Higher Geography

top

Higher Geography is a combination of terms delineating geopolitical units and it includes many imprecise regions. These terms are descriptively applied to Localities. In so far as counties occur within states, states within countries, and countries within continents, these data are approximately hierarchical, but only approximately. For example, a state park or national forest may be comprised of segments from two or more counties. Columns in the Higher Geography table are concatenated into the column “higher geography” which is uniquely indexed. The concatenated string “higher geography” is the only column displayed and used in data entry. Unfortunately, you cannot assume that any locality or area is listed under only one higher geography. The guidelines below are intended to prevent (and even remedy) such inconsistencies.

Geo_Auth_Rec . Continent_Ocean
VARCHAR(50) not null

Continent/Ocean: All records in Higher Geography have a value in this field. A record with the value “no higher geography” is applied to specimens with no geographic data. Western Russia is in Europe, eastern Russia is in Asia.
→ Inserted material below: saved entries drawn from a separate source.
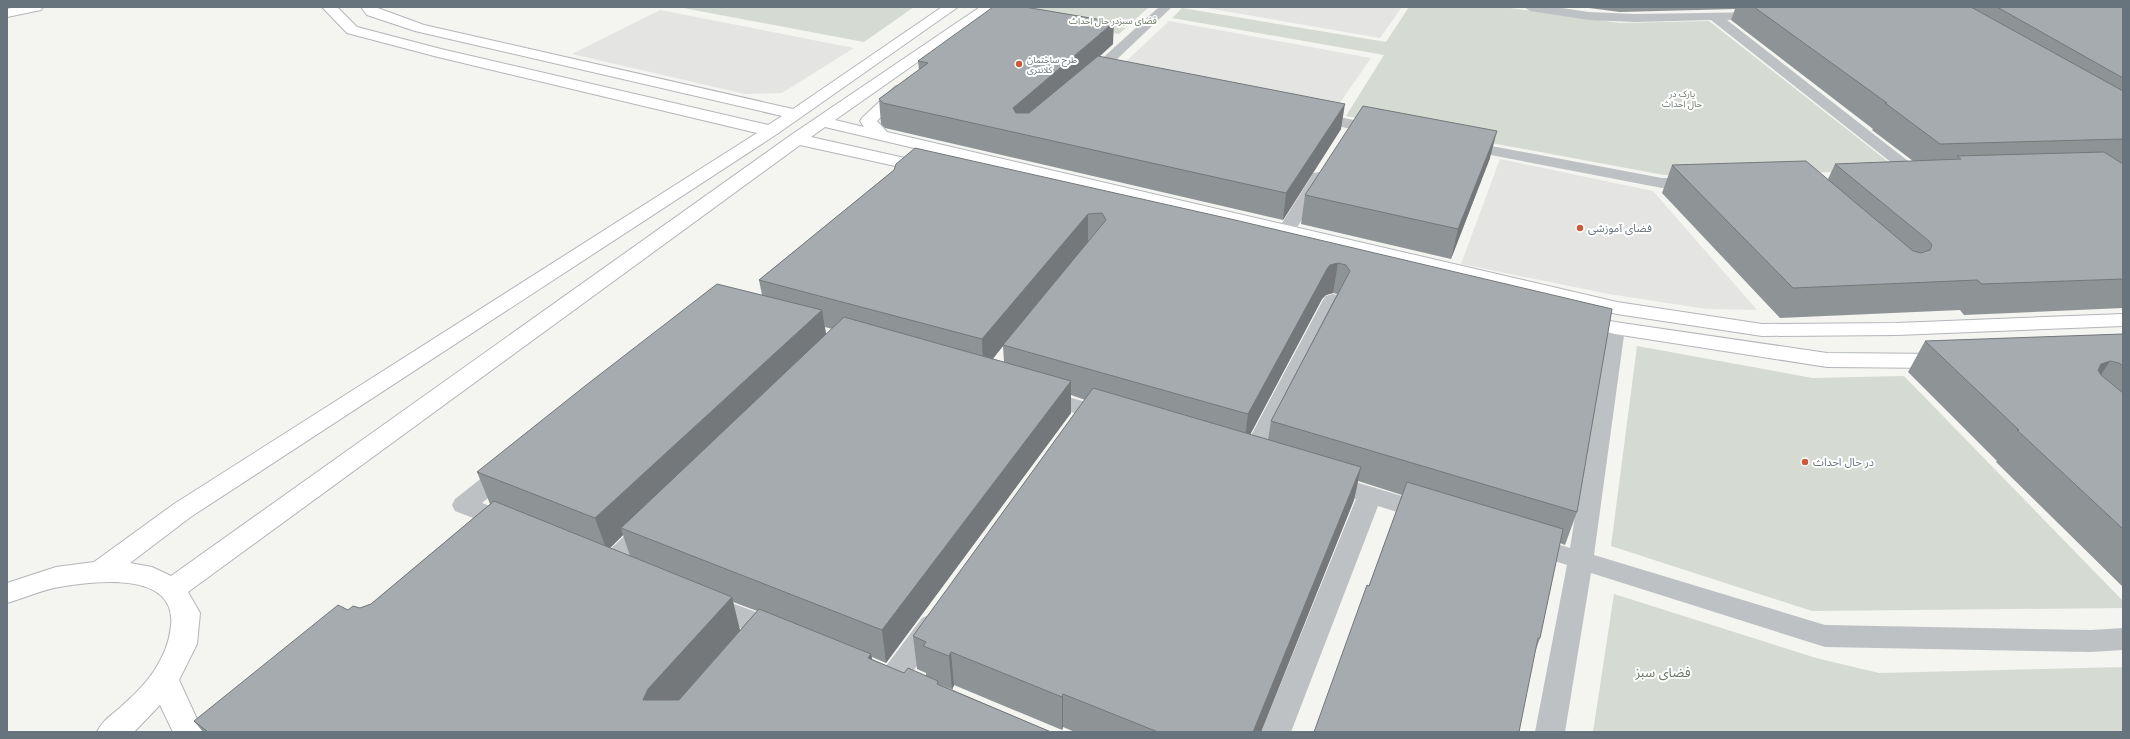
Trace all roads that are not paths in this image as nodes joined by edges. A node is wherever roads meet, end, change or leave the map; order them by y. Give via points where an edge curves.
1 (36, 7) edge
2 (329, 7) edge
3 (368, 7) edge
4 (934, 7) edge
5 (951, 7) edge
6 (989, 7) edge
7 (1166, 7) edge
8 (1530, 7) edge
9 (1604, 7) edge
10 (7, 13) edge
11 (1770, 15) edge
12 (1714, 16) junction
13 (1616, 17) junction
14 (1113, 40) dead end
15 (1128, 42) junction
16 (925, 68) edge
17 (905, 76) junction
18 (1078, 87) edge
19 (809, 88) dead end
20 (792, 106) junction
21 (1301, 115) edge
22 (824, 122) junction
23 (771, 131) junction
24 (1392, 132) edge
25 (882, 136) junction
26 (797, 139) junction
27 (1453, 144) edge
28 (1328, 165) edge
29 (943, 172) edge
30 (1900, 179) edge
31 (1707, 182) edge
32 (1286, 231) junction
33 (1333, 300) edge
34 (1561, 315) edge
35 (2123, 320) edge
36 (1615, 328) junction
37 (1962, 361) edge
38 (1026, 391) edge
39 (1123, 420) edge
40 (1228, 451) edge
41 (1251, 458) junction
42 (519, 459) edge
43 (1273, 465) edge
44 (1310, 476) edge
45 (1370, 495) junction
46 (662, 515) edge
47 (1445, 518) edge
48 (505, 529) edge
49 (1513, 539) edge
50 (1581, 560) junction
51 (611, 564) edge
52 (101, 571) junction
53 (172, 590) junction
54 (7, 592) edge
55 (691, 597) edge
56 (944, 608) edge
57 (2123, 639) edge
58 (800, 641) edge
59 (893, 679) edge
60 (164, 680) junction
61 (112, 732) edge
62 (188, 732) edge
63 (1276, 732) edge
64 (1550, 732) edge

1 - 10 street
2 - 23 street via 352,30 438,53
3 - 20 street via 372,12 420,28 749,104
4 - 19 street
5 - 20 street
6 - 17 street
7 - 15 street
8 - 13 street via 1589,16
9 - 13 street
11 - 12 street
12 - 13 street
12 - 30 street via 1930,178
14 - 15 street
15 - 18 street via 1104,74
16 - 17 street
17 - 22 street
17 - 25 street via 893,95 868,121
20 - 23 street
21 - 24 street via 1349,131
22 - 25 street
22 - 26 street
23 - 52 street via 183,510
25 - 32 street
26 - 29 street
26 - 53 street
27 - 31 street via 1662,183
28 - 32 street
32 - 35 street via 1617,308 1762,330 1897,329
33 - 41 street
34 - 36 street
36 - 37 street via 1827,360
36 - 50 street
38 - 39 street via 1079,419
40 - 41 street
41 - 43 street
42 - 48 street via 464,505
44 - 45 street
45 - 47 street
45 - 63 street
46 - 51 street
49 - 50 street
50 - 57 street via 1825,636 2091,641
50 - 64 street
52 - 53 street via 143,574
52 - 54 street via 56,577
53 - 60 street via 186,613 183,644
55 - 58 street via 756,635
56 - 59 street
60 - 61 street via 135,713
60 - 62 street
Both are sometimes in Eurasia.

Terrestrial Marine
North America
North Pacific Ocean (Area D)
Central America
South Pacific Ocean (Area E)
South America
Arctic Ocean (Area A)
Europe
South Atlantic Ocean (Area C)
Asia
North Atlantic Ocean (Area B)
Africa
Indian Ocean (Area F)
Australia
Antarctica
missing data: “no higher geography”

Geo_Auth_Rec . Country
VARCHAR(50) null

Country is the familiar concept of first-level political entity, though various territorial claims complicate reality. We currently recognize Greenland as a country and not as a state in Denmark. (It would not occur to most users to search for muskox from Denmark.)
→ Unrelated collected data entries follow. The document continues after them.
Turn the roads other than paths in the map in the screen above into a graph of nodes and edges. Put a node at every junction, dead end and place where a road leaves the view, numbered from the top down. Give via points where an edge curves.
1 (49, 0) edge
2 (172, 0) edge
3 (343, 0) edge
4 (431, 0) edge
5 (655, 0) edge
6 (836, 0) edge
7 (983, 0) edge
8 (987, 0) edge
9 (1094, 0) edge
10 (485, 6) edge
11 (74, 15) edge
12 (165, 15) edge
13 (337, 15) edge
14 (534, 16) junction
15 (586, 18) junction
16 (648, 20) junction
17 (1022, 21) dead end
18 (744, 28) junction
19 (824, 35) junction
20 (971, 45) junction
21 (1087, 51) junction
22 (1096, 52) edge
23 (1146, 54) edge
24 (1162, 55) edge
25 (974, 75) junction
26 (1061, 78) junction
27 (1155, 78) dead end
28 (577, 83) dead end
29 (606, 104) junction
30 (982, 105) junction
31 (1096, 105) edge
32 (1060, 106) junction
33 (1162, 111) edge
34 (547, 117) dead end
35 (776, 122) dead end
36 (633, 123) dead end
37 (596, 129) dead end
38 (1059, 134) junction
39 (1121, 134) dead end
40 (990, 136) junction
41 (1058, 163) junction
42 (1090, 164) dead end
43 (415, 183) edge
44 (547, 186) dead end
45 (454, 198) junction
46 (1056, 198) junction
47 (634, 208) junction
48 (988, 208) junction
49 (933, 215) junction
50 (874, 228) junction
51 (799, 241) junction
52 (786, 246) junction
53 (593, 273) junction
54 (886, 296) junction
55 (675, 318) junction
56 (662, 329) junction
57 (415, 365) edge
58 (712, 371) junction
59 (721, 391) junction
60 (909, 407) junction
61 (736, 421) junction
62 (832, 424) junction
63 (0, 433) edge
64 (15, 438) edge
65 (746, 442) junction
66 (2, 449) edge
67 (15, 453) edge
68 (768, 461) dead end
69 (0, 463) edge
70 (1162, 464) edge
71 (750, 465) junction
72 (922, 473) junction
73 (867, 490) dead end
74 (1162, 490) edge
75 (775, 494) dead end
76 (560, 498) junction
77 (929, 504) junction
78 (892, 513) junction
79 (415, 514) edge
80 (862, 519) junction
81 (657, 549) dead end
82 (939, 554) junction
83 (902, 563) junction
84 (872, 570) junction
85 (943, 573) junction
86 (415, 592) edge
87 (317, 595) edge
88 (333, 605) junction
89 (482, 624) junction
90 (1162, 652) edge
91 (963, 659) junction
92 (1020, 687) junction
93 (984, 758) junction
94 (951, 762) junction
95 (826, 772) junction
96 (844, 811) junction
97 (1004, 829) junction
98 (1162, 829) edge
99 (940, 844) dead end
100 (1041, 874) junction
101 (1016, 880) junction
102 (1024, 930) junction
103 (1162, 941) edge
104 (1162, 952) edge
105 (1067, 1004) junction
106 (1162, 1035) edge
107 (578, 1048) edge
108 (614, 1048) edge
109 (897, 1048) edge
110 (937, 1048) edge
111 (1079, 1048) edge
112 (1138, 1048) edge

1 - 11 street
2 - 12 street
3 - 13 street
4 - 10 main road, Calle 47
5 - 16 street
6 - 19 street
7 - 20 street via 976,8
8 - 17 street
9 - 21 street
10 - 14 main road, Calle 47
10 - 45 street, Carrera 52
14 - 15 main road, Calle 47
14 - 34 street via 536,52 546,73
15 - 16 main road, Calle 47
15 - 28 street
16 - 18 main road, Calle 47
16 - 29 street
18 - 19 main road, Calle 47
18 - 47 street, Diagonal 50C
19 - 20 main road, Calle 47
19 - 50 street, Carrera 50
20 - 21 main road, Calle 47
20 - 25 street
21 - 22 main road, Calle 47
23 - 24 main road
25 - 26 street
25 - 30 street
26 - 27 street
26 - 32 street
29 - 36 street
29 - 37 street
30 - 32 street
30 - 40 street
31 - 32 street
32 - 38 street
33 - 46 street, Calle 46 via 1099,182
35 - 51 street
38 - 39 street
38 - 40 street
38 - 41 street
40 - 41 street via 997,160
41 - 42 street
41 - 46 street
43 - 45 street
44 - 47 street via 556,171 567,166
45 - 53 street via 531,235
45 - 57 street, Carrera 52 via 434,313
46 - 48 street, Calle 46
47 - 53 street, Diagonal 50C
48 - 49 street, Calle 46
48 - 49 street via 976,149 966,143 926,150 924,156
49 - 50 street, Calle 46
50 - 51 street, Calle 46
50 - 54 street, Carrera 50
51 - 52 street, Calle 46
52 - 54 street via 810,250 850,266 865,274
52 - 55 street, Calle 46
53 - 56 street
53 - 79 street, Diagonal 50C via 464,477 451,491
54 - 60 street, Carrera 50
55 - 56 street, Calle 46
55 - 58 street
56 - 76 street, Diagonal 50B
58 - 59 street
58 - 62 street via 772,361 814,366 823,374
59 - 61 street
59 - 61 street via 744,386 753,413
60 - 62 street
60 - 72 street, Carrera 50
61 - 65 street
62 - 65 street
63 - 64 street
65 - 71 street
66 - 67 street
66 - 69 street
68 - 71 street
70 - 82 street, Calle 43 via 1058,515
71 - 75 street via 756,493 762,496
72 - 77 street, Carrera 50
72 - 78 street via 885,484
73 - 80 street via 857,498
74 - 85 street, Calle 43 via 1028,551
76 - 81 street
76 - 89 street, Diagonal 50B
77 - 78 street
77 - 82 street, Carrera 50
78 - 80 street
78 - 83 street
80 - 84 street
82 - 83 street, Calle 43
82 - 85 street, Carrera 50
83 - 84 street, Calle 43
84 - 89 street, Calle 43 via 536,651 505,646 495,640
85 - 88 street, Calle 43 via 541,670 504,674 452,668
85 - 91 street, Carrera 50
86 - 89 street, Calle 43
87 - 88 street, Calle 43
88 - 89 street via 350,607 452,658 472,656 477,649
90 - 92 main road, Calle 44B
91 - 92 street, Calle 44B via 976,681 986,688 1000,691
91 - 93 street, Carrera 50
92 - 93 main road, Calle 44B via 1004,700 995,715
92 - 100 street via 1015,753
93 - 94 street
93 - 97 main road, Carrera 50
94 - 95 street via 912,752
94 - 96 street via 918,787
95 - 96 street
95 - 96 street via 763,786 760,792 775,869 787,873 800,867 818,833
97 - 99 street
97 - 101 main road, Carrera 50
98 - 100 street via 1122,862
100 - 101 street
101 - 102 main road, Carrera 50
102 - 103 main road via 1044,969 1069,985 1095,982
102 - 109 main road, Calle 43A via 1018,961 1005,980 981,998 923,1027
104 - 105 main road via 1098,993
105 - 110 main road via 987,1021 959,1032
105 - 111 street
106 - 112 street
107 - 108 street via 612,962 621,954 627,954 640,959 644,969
Note that country is political, not geographic, as demonstrated by georeferenced specimens “from France.”

This is France

France

Geo_Auth_Rec . State_Prov
VARCHAR(75) null

State/Province: These are primary subdivisions of a country, be they states, provinces, departments, or okrugs.

  • Example: Magadanskaya oblast
    • Not: Magadan district
    • Not: Madanskaya Oblast
  • Example: Baja California Norte

Geo_Auth_Rec . Sea
VARCHAR(50) not null

Seas are defined as divisions of oceans, but for a large proportion of open ocean, seas are not applicable. For example, the waters north of Point Barrow, Alaska are in the Arctic Ocean but are in neither the Chukchi nor Bering seas. Similarly, the coastal waters of California, and the east coast of Japan can be designated only as North Pacific Ocean. There have been efforts to formally delineate seas and oceans (e.g., the U. S. Navy’s “Chart of Seas and Oceans” and the U. S. Defense Intelligence Agency’s “Geopolitical Data Elements and Related Features,” 409-page PDF). These should be consulted for the name of seas, or if there is a question about whether a locality is appropriately included in a particular sea. (In their effort to be comprehensive and consistent within a domain where rigorous definitions are not commonly used, these references occasionally offend common sense.)

Geo_Auth_Rec . County
VARCHAR(50) null

County: County is a second-level political subdivision of a county, regardless of local labels. “Primorsky Krai” is a County in the Far Eastern Federal District (a State) of Russia. Localities should be referenced to county, parish or equivalent political subdivision when possible. Note that administrative hierarchy rather than local terminology defines County: Montserrado County is a State in Liberia and does not belong in the County field.

Geo_Auth_Rec . Quad
VARCHAR(30) null



Map Name (Quad): The name of the U. S. Geological Survey maps in the 1:250,000 series. Because Alaska lacks anything as inclusive counties, “quads” have been used extensively in organizing collections and interrogating data. (Although note that a combination of Borough and Census Area is all-inclusive and mutually exclusive and therefore serves as a suitable if large-scale “county substitute.”)

Geo_Auth_Rec . Feature
VARCHAR(50) null

Geographic Feature: Features include named entities such as parks, preserves, refuges, and other delineated geo-political features. Feature may also be used to describe recognized sub-groups of islands. Many administrative units included in Feature have ephemeral boundaries, if not an ephemeral existence. Their past and future use may be inconsistent. Therefore, avoid using Feature if the locality is well georeferenced and/or unequivocal in the absence of Feature.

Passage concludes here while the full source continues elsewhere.